**** Entries provided

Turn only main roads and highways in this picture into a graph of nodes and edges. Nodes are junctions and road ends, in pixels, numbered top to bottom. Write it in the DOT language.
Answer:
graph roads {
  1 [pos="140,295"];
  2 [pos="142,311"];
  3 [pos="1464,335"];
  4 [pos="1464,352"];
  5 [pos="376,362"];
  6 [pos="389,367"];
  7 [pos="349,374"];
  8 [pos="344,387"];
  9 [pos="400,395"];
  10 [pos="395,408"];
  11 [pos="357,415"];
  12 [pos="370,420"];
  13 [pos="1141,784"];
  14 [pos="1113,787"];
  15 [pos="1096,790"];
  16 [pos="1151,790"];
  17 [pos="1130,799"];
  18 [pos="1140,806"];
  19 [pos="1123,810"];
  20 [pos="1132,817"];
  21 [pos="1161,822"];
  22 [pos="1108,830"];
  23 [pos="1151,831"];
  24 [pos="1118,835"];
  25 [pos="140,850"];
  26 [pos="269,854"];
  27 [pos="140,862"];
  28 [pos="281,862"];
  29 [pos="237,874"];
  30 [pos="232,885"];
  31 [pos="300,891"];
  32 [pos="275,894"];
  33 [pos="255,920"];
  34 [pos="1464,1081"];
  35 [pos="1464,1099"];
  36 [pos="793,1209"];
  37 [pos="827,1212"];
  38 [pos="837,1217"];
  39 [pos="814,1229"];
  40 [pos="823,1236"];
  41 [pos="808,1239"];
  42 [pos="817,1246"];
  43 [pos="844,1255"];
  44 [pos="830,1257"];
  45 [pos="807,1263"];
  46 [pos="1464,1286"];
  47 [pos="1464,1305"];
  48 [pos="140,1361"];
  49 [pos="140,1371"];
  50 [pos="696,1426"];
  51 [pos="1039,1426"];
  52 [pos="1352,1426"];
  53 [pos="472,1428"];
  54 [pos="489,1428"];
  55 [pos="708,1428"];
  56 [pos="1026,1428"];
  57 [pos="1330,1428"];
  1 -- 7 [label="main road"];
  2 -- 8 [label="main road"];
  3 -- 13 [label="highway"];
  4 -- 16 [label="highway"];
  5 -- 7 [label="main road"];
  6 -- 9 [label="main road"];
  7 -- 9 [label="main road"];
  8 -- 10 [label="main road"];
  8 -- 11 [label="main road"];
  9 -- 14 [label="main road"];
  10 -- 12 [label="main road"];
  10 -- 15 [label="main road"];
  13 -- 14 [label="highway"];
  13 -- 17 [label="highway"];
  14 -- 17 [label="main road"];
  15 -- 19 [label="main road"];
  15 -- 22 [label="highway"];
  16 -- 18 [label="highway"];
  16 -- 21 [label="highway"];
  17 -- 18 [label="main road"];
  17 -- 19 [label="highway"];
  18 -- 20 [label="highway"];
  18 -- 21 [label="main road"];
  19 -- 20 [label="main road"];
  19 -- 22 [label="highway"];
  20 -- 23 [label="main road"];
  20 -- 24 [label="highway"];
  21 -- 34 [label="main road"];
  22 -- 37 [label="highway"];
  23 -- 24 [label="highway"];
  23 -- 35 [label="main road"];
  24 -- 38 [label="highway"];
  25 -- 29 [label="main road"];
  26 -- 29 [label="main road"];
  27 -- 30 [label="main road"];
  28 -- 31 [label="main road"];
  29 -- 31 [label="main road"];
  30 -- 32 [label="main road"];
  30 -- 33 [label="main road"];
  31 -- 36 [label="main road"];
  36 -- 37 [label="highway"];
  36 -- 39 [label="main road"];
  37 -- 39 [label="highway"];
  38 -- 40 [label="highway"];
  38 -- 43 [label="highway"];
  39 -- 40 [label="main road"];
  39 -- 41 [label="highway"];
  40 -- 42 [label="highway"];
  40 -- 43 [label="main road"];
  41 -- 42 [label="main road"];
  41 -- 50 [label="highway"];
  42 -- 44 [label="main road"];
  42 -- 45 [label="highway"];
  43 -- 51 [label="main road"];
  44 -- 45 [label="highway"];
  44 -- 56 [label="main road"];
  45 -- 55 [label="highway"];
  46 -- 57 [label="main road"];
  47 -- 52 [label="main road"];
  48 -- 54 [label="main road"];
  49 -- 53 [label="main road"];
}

********

> _About this exercise_
In the material above, how many lines include the word "roads"? State that number alone.

> _Result_
2